Non tutti la pensano allo stesso modo: Godard, per esempio, diceva che il cinema, seppur ferito dalle immagini dei campi, ha il dovere di trovare la via della opportuna rappresentabilità. Fatto sta che la settima arte è riuscita diverse volte a parlare di Olocausto, ricostruendo con film diversi la deportazione e i lager (Schindler’s list di Spielberg e La vita è bella di Benigni tra i più noti) o la terribile realtà delle persecuzione e il genocidio (Il pianista di Polanski, Arrivederci ragazzi di Malle, Il giardino dei Finzi Contini di De Sica).

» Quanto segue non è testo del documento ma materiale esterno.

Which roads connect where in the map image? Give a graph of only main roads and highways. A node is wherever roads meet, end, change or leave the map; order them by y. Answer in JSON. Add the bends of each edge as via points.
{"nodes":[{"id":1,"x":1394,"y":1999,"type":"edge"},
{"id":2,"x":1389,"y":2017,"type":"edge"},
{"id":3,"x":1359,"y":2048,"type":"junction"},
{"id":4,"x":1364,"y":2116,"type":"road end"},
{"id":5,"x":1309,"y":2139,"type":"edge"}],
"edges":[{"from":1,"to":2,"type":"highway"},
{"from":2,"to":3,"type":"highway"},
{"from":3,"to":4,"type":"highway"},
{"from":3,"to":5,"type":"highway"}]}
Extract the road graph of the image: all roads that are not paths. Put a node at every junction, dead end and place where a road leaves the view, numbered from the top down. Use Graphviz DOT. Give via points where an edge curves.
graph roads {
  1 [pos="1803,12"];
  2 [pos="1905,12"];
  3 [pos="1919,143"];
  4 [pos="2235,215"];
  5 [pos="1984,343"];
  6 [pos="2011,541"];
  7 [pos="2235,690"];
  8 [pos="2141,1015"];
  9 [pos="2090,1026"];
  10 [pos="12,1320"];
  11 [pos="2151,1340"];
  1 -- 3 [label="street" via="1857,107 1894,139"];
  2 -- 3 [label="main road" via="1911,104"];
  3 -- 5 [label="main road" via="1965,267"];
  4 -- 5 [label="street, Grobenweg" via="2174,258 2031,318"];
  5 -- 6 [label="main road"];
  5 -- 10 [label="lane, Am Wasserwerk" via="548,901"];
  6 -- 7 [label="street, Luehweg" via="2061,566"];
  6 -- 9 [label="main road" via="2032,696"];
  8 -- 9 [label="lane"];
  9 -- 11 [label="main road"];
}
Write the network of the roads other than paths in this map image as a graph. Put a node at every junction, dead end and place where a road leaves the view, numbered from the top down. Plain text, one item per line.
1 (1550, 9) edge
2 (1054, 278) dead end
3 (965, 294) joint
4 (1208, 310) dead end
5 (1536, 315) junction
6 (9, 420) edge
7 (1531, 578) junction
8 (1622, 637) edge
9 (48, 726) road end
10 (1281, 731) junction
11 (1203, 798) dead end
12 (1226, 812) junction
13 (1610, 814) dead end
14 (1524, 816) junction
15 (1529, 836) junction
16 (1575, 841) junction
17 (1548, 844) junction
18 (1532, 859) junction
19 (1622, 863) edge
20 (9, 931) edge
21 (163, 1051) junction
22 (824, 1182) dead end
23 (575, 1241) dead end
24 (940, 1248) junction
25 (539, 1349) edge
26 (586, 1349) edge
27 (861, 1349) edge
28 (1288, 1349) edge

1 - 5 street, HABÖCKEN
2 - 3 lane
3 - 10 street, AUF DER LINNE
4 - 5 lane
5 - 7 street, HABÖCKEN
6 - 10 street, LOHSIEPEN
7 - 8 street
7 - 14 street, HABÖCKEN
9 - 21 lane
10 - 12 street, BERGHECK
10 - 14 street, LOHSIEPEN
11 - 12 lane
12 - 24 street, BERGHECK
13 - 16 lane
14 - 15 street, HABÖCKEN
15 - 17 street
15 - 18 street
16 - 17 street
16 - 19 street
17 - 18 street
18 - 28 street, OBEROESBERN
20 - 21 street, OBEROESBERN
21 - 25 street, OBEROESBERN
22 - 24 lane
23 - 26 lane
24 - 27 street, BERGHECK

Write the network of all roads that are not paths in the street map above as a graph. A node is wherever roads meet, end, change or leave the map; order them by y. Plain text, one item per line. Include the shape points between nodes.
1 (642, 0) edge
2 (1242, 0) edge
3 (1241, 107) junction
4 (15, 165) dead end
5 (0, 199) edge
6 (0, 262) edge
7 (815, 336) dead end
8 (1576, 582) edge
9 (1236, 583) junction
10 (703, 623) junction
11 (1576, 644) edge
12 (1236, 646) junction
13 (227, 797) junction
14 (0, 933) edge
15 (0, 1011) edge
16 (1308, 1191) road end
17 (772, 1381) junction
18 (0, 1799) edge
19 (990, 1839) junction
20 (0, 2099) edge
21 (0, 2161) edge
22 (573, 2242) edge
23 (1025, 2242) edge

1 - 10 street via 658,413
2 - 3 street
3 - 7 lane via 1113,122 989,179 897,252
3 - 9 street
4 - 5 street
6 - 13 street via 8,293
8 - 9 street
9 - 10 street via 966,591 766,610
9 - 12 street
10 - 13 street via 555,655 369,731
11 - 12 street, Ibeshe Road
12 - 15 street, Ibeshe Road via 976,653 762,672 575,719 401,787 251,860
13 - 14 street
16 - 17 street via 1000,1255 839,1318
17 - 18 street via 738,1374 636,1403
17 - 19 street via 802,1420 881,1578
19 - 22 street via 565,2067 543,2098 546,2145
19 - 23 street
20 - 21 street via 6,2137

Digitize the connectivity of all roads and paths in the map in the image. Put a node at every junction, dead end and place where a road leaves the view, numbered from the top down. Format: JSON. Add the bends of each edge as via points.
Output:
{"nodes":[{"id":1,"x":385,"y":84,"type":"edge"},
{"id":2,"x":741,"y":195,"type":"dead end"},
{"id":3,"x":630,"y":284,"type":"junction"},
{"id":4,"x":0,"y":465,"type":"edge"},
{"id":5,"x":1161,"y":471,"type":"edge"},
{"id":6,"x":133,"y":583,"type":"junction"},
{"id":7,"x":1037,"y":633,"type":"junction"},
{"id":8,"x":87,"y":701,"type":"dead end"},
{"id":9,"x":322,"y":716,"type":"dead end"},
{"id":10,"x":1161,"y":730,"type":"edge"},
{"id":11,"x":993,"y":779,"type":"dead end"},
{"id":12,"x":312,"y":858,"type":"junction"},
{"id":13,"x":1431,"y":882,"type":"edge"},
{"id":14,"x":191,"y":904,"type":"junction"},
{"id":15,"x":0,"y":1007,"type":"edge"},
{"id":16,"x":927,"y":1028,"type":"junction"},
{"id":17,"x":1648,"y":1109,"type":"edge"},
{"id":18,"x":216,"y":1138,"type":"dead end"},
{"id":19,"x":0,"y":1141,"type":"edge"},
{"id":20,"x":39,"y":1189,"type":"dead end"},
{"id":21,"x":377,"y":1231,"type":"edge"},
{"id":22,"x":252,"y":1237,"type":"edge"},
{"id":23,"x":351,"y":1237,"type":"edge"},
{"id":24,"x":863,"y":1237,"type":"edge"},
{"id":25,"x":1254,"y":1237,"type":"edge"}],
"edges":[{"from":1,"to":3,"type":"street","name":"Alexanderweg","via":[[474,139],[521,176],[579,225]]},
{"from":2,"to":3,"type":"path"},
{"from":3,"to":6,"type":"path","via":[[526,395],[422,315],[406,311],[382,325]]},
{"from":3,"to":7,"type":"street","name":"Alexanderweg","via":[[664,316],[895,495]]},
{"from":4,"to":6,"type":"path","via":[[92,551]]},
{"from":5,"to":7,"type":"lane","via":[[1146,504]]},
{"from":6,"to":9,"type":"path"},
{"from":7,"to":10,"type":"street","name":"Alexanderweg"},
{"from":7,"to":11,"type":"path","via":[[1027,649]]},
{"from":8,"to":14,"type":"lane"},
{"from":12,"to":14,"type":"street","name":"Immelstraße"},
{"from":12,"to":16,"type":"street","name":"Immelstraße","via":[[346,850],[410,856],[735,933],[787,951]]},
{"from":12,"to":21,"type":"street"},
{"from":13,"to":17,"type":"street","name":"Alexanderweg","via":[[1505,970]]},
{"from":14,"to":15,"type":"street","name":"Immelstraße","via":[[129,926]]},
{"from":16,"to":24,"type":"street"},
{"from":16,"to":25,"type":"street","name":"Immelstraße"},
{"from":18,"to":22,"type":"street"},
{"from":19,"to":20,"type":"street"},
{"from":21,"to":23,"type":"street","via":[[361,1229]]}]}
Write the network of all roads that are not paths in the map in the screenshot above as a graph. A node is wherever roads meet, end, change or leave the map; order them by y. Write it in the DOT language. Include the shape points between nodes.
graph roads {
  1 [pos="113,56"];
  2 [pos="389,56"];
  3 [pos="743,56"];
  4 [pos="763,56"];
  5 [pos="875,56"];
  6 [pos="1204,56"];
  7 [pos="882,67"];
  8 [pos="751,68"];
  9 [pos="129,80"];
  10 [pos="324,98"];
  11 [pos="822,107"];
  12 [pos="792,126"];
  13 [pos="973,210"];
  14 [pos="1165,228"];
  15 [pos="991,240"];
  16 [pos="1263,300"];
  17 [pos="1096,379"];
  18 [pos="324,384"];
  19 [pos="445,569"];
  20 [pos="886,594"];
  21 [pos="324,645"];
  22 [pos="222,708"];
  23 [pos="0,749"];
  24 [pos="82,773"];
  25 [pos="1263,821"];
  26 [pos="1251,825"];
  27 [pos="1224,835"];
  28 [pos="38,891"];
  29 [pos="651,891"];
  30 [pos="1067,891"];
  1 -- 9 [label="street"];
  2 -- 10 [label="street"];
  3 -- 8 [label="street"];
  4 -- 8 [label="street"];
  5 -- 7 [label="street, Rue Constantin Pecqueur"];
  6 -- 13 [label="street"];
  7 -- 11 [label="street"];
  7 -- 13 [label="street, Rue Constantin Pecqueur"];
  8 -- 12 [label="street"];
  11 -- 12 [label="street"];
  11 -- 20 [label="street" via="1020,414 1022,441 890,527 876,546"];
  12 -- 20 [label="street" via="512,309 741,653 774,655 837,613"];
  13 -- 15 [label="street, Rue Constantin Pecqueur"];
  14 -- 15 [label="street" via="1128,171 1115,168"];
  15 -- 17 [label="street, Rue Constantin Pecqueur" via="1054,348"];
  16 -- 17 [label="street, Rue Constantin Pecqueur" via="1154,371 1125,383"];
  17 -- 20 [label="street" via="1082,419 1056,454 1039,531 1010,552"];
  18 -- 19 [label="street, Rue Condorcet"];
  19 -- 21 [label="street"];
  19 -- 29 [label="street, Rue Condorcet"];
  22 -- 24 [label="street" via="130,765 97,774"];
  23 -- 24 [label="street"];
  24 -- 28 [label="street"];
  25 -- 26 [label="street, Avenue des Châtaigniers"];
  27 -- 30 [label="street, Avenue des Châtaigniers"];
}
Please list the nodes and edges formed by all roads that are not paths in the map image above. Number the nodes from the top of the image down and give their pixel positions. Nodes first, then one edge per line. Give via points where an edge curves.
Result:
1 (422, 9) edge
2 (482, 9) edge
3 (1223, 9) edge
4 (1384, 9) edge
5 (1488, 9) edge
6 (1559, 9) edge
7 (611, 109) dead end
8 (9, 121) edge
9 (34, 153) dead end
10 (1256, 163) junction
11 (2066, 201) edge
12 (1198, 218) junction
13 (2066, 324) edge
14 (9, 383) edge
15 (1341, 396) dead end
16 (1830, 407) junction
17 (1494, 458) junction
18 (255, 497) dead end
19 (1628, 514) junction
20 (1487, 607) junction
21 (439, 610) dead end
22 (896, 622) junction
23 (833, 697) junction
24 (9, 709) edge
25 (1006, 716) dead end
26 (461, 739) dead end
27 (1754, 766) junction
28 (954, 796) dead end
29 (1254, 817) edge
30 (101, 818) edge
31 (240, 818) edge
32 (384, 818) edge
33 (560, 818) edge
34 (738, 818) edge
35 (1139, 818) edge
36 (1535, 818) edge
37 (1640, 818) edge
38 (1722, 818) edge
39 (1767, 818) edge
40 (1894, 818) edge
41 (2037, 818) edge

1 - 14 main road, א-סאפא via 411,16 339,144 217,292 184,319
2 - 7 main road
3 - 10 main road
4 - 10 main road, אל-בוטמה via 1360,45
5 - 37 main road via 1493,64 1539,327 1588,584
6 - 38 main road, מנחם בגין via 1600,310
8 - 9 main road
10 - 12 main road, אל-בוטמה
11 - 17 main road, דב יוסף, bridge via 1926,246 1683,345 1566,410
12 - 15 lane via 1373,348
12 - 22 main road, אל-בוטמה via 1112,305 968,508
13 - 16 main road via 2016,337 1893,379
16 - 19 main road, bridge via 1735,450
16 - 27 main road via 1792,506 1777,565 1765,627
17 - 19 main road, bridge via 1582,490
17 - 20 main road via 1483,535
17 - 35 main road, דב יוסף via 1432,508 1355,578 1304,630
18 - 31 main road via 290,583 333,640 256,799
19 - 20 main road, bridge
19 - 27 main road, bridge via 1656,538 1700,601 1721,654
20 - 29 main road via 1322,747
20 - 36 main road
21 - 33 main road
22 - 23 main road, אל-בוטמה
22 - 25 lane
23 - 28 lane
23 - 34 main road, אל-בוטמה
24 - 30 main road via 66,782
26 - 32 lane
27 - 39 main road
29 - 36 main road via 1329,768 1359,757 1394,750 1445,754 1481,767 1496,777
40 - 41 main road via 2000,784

Se ne potrebbero aggiungere molti altri, decine e decine, e altri ancora, molto probabilmente, e giustamente, se ne aggiungeranno.
Anche questo 2018 porta il suo film sulla memoria dell’olocausto: Un sacchetto di biglie di Christian Duguay, che racconta di due fratellini ebrei che partono da una Parigi occupata dai nazisti verso il più sicuro Sud della Francia. Il film è tratto dal romanzo omonimo di Joseph Joffo, del 1973, divenuto ormai un vero classico per ragazzi in Francia. Esisteva già una versione cinematografica di Jaques Doillon, del 1975, ma questa recente ha tra i suoi pregi anche quello di smontare lo stereotipo di una chiesa cattolica indifferente alla tragedia degli ebrei.
Un discreto film, in sostanza, Un sacchetto di biglie: in equilibrio tra storia e avventura. Un film per tutti, ma che attraverso i ragazzi protagonisti può arrivare facilmente anche ai nostri figli. Certo, va rammentato che i film su tale argomento corrono il rischio di diventare puramente merce: oggetti di consumo in un determinato periodo dell’anno; come del resto la materia stessa della Shoah può arrivare ad essere.
Per questo, volendo chiudere ricordando un paio di titoli recenti (e molto importanti) sul tema del genocidio degli ebrei. Il primo è un documentario dal titolo Austerlitz, del regista Sergey Losnitza: non fa altro che mostrare l’atteggiamento di molti turisti che in una normale giornata visitano il museo di Sachsenhausen all’interno di un campo di concentramento. Ebbene, nessuno di loro ha il volto sofferente o particolarmente coinvolto. Molti sono intenti a scattare foto e a mettersi in posa: tutta l’attenzione è al tempo presente, al nostro piccolo orticello e la memoria, anche se apparentemente omaggiata, di fatto è completamente svuotata di senso. Un film con uno spunto di partenza potente e una domanda di fondo sottile e inquietante, che tutti dobbiamo porci: quanto realmente siamo consapevoli e in contatto con quel che davvero è accaduto?
In forte contrasto con la superficialità di Austerlitz è un altro film del 2016, Il figlio di Saul (nella foto), del regista ungherese László Nemes, vincitore del Gran Prix della giuria a Cannes e del premio Oscar come miglior film straniero. Fa sua, per certi versi, la lezione di Lanzmann, nel senso che lo sfondo, il contesto del campo di concentramento, è sempre sfocato, non a fuoco, perché quell’orrore è impossibile da comprendere e da guardare. Eppure il protagonista, uno di quei sonderkommando (deportati che dovevano collaborare con i nazisti) prigionieri ebrei che assistevano gli aguzzini per alcuni mesi, prima di morire loro stessi, ci conduce all’inferno.
Saul, questo il suo nome, crede di riconoscere suo figlio tra le vittime e vuole seppellirlo, cercando disperatamente un rabbino che lo aiuti. Così inizia un viaggio tra le vittime e i carnefici, alla ricerca di una via di uscita dalla barbarie. È un viaggio credibile e stordente, capace di riportare a galla il sapore dell’incubo, e in questo modo il Figlio di Saul si sposta verso posizioni più godardiane: quelle per cui il cinema ha il compito, arduo, di misurarsi con la Shoah.